→ WHAT IS NEEDED:
Among the lines of the records, find all that carry the word "Dorex" and copy them.

====== SUPPLIED RECORDS

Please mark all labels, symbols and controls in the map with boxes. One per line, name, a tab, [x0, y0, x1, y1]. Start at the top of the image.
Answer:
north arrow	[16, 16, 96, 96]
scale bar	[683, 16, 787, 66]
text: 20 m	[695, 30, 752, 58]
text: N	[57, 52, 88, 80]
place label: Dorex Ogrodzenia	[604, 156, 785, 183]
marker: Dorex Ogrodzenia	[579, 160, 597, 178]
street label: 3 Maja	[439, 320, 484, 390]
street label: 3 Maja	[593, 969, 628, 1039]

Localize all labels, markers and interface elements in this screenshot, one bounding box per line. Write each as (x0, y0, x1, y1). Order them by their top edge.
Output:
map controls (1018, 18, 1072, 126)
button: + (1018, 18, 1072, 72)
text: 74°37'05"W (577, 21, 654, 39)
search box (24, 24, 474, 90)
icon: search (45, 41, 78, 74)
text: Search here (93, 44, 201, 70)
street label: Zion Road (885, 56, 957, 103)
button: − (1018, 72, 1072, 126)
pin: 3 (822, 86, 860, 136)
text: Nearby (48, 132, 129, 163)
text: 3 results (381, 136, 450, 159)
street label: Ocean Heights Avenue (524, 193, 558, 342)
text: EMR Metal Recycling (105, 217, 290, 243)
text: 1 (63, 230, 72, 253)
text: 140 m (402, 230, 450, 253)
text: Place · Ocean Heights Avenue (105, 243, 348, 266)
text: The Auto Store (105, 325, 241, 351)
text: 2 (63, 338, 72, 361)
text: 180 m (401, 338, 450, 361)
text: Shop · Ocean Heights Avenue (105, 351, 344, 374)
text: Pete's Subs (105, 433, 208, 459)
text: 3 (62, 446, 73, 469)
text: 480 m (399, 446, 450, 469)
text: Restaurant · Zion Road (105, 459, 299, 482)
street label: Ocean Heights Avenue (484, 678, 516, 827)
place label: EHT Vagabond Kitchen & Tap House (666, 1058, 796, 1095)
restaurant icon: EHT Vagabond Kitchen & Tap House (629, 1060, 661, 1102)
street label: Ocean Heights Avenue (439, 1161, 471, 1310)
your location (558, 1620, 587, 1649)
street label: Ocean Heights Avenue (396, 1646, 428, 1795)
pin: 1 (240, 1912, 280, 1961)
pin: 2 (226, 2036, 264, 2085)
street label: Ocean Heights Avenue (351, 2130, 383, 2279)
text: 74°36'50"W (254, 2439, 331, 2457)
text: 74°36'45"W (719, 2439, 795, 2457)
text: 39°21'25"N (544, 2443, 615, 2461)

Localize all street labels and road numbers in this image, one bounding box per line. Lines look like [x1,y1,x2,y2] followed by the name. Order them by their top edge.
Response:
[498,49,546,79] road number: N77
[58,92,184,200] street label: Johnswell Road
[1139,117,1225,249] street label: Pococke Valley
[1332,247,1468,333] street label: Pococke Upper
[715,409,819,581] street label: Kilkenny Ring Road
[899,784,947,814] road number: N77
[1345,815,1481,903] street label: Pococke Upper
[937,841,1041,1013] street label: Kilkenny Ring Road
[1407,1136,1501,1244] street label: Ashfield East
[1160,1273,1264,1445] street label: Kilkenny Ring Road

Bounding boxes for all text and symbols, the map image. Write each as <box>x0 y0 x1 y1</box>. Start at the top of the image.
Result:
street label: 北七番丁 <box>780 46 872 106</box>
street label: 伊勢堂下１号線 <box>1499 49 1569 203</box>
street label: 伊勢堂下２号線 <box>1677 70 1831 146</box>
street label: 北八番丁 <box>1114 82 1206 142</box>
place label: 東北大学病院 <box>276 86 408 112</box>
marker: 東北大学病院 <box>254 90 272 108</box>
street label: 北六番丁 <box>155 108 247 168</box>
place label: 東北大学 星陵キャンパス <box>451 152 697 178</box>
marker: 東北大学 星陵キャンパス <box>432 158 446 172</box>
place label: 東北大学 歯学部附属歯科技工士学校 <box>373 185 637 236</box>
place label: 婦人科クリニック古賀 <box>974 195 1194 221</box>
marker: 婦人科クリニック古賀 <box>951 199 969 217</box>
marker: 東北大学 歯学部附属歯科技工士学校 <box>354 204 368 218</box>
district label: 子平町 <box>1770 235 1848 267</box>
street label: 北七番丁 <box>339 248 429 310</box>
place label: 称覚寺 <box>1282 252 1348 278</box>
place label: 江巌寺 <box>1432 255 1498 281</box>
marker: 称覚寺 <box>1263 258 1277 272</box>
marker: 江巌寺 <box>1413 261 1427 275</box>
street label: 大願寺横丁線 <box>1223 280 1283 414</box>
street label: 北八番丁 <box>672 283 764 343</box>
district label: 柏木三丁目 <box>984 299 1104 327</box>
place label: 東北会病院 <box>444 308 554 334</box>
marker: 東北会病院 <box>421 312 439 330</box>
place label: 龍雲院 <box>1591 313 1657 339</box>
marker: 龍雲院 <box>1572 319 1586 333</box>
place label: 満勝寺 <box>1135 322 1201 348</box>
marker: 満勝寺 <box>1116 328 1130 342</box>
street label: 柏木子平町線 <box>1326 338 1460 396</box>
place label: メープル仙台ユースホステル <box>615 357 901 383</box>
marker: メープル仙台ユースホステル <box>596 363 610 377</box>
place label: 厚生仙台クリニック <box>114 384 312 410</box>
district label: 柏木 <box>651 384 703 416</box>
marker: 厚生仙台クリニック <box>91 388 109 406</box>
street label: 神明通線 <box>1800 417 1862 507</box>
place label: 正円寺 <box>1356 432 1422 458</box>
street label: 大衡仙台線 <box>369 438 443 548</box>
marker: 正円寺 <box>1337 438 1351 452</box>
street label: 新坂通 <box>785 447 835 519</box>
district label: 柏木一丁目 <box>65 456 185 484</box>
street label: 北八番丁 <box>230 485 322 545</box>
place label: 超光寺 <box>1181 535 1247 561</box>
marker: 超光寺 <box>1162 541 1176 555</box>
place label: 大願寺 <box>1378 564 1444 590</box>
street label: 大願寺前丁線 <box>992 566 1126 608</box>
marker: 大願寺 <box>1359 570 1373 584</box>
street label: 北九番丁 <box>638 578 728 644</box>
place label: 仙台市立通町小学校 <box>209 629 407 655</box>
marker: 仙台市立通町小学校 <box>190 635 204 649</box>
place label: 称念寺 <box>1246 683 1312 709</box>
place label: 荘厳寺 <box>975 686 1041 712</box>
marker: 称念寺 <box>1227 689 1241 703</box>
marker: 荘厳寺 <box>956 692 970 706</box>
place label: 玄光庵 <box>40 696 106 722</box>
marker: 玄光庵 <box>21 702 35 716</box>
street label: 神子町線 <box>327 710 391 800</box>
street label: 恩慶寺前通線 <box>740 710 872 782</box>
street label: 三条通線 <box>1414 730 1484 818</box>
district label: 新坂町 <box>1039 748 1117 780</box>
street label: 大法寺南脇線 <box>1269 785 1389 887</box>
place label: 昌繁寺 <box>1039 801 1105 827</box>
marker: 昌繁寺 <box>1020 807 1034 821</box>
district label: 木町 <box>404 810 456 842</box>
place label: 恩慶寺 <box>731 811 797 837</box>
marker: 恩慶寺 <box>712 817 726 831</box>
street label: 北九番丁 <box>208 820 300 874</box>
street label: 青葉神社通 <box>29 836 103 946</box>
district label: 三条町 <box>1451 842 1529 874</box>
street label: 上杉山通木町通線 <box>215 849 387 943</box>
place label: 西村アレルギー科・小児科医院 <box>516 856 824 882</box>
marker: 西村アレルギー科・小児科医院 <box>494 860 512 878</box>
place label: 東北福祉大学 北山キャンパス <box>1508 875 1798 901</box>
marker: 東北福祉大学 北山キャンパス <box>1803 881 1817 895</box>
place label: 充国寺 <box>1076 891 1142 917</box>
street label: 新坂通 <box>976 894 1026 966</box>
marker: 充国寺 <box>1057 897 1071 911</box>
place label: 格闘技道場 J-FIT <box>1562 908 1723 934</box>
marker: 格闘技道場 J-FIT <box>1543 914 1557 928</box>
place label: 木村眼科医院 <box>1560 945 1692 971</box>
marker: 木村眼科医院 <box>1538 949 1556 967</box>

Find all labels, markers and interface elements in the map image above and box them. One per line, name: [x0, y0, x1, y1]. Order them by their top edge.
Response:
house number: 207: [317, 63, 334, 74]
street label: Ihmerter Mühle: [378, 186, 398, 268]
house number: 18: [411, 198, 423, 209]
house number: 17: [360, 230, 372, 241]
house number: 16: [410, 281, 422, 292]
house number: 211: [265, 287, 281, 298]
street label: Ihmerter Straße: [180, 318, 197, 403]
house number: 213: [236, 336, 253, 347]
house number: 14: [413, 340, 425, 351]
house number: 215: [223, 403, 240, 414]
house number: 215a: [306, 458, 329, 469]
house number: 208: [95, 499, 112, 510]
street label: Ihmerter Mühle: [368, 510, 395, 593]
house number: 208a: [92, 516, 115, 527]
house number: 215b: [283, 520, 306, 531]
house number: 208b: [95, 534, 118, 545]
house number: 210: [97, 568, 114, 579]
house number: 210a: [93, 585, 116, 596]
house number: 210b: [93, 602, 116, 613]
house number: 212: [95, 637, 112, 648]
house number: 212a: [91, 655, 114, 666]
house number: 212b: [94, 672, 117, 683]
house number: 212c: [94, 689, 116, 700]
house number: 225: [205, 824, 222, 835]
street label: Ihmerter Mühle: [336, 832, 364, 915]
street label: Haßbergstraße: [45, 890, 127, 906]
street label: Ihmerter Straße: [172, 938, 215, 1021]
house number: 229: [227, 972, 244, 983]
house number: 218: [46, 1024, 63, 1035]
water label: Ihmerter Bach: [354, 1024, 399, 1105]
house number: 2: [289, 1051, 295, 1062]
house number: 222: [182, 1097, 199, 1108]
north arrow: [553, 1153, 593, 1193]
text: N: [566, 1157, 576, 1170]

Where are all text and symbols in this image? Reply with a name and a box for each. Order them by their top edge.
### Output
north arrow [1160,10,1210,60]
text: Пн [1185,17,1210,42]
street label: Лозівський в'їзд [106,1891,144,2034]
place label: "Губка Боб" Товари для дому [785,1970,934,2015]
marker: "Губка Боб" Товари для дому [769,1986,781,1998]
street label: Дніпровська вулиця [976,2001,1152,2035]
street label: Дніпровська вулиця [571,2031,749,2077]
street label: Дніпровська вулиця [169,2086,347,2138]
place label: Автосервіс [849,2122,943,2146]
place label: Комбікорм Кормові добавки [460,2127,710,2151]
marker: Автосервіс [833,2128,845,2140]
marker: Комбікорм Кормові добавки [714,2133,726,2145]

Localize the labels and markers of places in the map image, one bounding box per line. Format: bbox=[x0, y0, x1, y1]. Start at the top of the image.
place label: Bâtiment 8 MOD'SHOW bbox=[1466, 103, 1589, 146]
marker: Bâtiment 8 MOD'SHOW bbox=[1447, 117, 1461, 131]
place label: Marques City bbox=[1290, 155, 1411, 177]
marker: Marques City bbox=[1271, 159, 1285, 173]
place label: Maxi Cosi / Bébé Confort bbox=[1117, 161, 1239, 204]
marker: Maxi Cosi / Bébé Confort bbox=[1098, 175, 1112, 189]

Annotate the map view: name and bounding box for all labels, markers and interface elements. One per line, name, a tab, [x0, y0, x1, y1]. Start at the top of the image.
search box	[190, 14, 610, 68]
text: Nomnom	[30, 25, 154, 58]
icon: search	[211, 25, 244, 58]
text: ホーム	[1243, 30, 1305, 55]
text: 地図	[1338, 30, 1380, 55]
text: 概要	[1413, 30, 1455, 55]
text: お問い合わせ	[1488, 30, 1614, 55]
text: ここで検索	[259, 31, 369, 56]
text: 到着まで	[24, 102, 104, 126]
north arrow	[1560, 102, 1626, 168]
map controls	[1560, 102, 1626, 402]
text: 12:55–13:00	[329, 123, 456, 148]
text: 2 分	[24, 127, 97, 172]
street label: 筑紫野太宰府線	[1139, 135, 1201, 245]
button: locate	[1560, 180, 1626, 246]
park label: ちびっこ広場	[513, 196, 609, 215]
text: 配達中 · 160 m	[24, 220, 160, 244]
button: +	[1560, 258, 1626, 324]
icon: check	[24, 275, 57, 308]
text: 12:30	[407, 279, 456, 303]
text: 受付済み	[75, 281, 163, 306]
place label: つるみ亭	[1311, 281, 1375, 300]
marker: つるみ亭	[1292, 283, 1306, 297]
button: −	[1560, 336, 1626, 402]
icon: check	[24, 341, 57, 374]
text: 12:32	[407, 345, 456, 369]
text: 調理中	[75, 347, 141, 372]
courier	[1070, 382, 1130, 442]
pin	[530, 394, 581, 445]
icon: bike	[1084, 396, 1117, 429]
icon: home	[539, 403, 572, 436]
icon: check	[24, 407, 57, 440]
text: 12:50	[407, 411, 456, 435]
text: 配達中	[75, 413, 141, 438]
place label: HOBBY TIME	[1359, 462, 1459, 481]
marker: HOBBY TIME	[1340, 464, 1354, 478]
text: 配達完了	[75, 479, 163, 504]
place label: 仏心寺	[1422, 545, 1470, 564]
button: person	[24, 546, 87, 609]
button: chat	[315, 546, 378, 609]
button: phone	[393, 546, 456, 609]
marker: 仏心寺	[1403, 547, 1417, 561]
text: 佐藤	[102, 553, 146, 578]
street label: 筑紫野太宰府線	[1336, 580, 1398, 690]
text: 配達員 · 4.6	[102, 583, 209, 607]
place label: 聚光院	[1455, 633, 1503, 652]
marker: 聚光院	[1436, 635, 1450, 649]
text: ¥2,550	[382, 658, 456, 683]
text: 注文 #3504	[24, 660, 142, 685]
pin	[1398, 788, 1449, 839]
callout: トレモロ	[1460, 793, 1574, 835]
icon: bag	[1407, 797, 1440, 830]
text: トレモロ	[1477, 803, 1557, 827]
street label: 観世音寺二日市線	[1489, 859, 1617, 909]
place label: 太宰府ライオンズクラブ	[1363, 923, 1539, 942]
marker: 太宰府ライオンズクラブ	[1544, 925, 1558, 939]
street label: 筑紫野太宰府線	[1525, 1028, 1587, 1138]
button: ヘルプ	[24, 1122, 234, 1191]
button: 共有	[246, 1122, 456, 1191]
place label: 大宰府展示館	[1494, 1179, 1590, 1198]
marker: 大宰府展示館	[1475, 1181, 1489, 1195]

============

→ RESPONSE:
place label: Dorex Ogrodzenia	[604, 156, 785, 183]
marker: Dorex Ogrodzenia	[579, 160, 597, 178]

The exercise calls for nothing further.